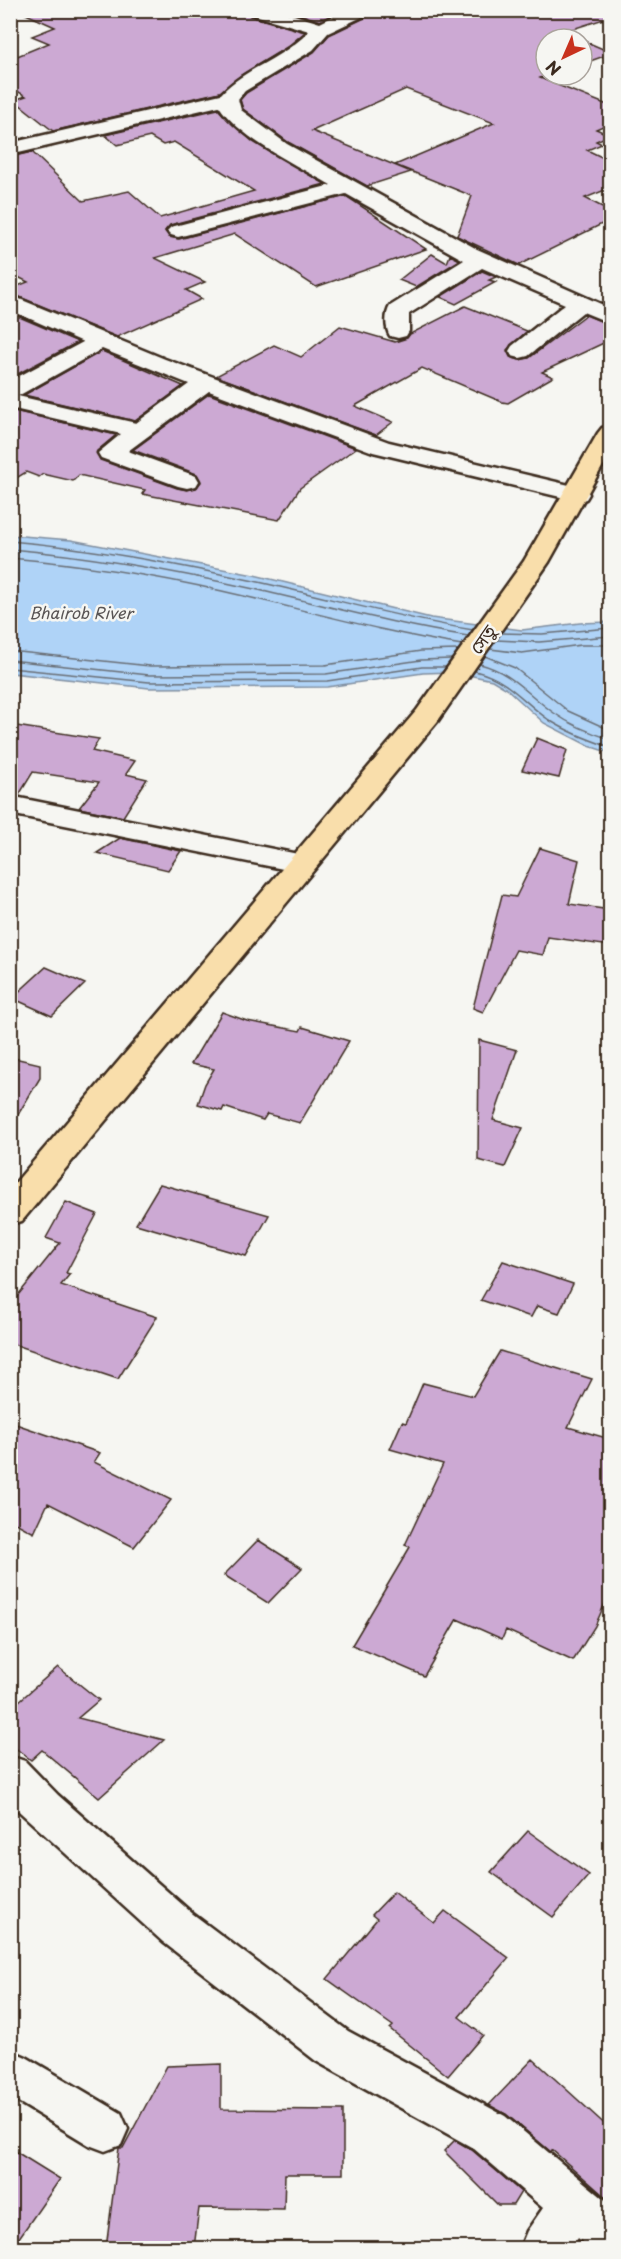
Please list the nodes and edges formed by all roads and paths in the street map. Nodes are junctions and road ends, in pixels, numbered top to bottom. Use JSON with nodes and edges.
{"nodes":[{"id":1,"x":257,"y":10,"type":"edge"},
{"id":2,"x":362,"y":10,"type":"edge"},
{"id":3,"x":321,"y":29,"type":"junction"},
{"id":4,"x":228,"y":98,"type":"junction"},
{"id":5,"x":10,"y":149,"type":"edge"},
{"id":6,"x":348,"y":187,"type":"junction"},
{"id":7,"x":178,"y":231,"type":"dead end"},
{"id":8,"x":476,"y":262,"type":"dead end"},
{"id":9,"x":10,"y":301,"type":"edge"},
{"id":10,"x":581,"y":303,"type":"junction"},
{"id":11,"x":610,"y":316,"type":"edge"},
{"id":12,"x":398,"y":331,"type":"dead end"},
{"id":13,"x":101,"y":341,"type":"junction"},
{"id":14,"x":520,"y":351,"type":"dead end"},
{"id":15,"x":207,"y":382,"type":"junction"},
{"id":16,"x":10,"y":391,"type":"edge"},
{"id":17,"x":10,"y":401,"type":"edge"},
{"id":18,"x":140,"y":431,"type":"junction"},
{"id":19,"x":610,"y":433,"type":"edge"},
{"id":20,"x":187,"y":481,"type":"dead end"},
{"id":21,"x":577,"y":494,"type":"junction"},
{"id":22,"x":10,"y":805,"type":"edge"},
{"id":23,"x":303,"y":864,"type":"junction"},
{"id":24,"x":10,"y":1212,"type":"edge"},
{"id":25,"x":10,"y":1774,"type":"edge"},
{"id":26,"x":10,"y":2072,"type":"edge"},
{"id":27,"x":105,"y":2130,"type":"dead end"},
{"id":28,"x":574,"y":2203,"type":"junction"},
{"id":29,"x":610,"y":2234,"type":"edge"},
{"id":30,"x":544,"y":2248,"type":"edge"}],
"edges":[{"from":1,"to":3,"type":"street"},
{"from":2,"to":3,"type":"street"},
{"from":3,"to":4,"type":"street"},
{"from":4,"to":5,"type":"street"},
{"from":4,"to":6,"type":"street"},
{"from":6,"to":7,"type":"street"},
{"from":6,"to":10,"type":"street"},
{"from":8,"to":12,"type":"street"},
{"from":9,"to":13,"type":"street"},
{"from":10,"to":11,"type":"street"},
{"from":10,"to":14,"type":"street"},
{"from":13,"to":15,"type":"street"},
{"from":13,"to":16,"type":"street"},
{"from":15,"to":18,"type":"street"},
{"from":15,"to":21,"type":"street"},
{"from":17,"to":18,"type":"street"},
{"from":18,"to":20,"type":"street"},
{"from":19,"to":21,"type":"highway","name":"সেতু"},
{"from":21,"to":23,"type":"highway","name":"সেতু"},
{"from":22,"to":23,"type":"street"},
{"from":23,"to":24,"type":"highway","name":"সেতু"},
{"from":25,"to":28,"type":"street"},
{"from":26,"to":27,"type":"street"},
{"from":28,"to":29,"type":"street"},
{"from":28,"to":30,"type":"street"}]}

Instructions for the task - Since the copy must contain no pictures, return only the text of the records, exactly as it stands.

Response box -
Please list the nodes and edges formed by all roads and paths in the street map. Nodes are junctions and road ends, in pixels, numbered top to bottom. Use JSON with nodes and edges.
{"nodes":[{"id":1,"x":257,"y":10,"type":"edge"},
{"id":2,"x":362,"y":10,"type":"edge"},
{"id":3,"x":321,"y":29,"type":"junction"},
{"id":4,"x":228,"y":98,"type":"junction"},
{"id":5,"x":10,"y":149,"type":"edge"},
{"id":6,"x":348,"y":187,"type":"junction"},
{"id":7,"x":178,"y":231,"type":"dead end"},
{"id":8,"x":476,"y":262,"type":"dead end"},
{"id":9,"x":10,"y":301,"type":"edge"},
{"id":10,"x":581,"y":303,"type":"junction"},
{"id":11,"x":610,"y":316,"type":"edge"},
{"id":12,"x":398,"y":331,"type":"dead end"},
{"id":13,"x":101,"y":341,"type":"junction"},
{"id":14,"x":520,"y":351,"type":"dead end"},
{"id":15,"x":207,"y":382,"type":"junction"},
{"id":16,"x":10,"y":391,"type":"edge"},
{"id":17,"x":10,"y":401,"type":"edge"},
{"id":18,"x":140,"y":431,"type":"junction"},
{"id":19,"x":610,"y":433,"type":"edge"},
{"id":20,"x":187,"y":481,"type":"dead end"},
{"id":21,"x":577,"y":494,"type":"junction"},
{"id":22,"x":10,"y":805,"type":"edge"},
{"id":23,"x":303,"y":864,"type":"junction"},
{"id":24,"x":10,"y":1212,"type":"edge"},
{"id":25,"x":10,"y":1774,"type":"edge"},
{"id":26,"x":10,"y":2072,"type":"edge"},
{"id":27,"x":105,"y":2130,"type":"dead end"},
{"id":28,"x":574,"y":2203,"type":"junction"},
{"id":29,"x":610,"y":2234,"type":"edge"},
{"id":30,"x":544,"y":2248,"type":"edge"}],
"edges":[{"from":1,"to":3,"type":"street"},
{"from":2,"to":3,"type":"street"},
{"from":3,"to":4,"type":"street"},
{"from":4,"to":5,"type":"street"},
{"from":4,"to":6,"type":"street"},
{"from":6,"to":7,"type":"street"},
{"from":6,"to":10,"type":"street"},
{"from":8,"to":12,"type":"street"},
{"from":9,"to":13,"type":"street"},
{"from":10,"to":11,"type":"street"},
{"from":10,"to":14,"type":"street"},
{"from":13,"to":15,"type":"street"},
{"from":13,"to":16,"type":"street"},
{"from":15,"to":18,"type":"street"},
{"from":15,"to":21,"type":"street"},
{"from":17,"to":18,"type":"street"},
{"from":18,"to":20,"type":"street"},
{"from":19,"to":21,"type":"highway","name":"সেতু"},
{"from":21,"to":23,"type":"highway","name":"সেতু"},
{"from":22,"to":23,"type":"street"},
{"from":23,"to":24,"type":"highway","name":"সেতু"},
{"from":25,"to":28,"type":"street"},
{"from":26,"to":27,"type":"street"},
{"from":28,"to":29,"type":"street"},
{"from":28,"to":30,"type":"street"}]}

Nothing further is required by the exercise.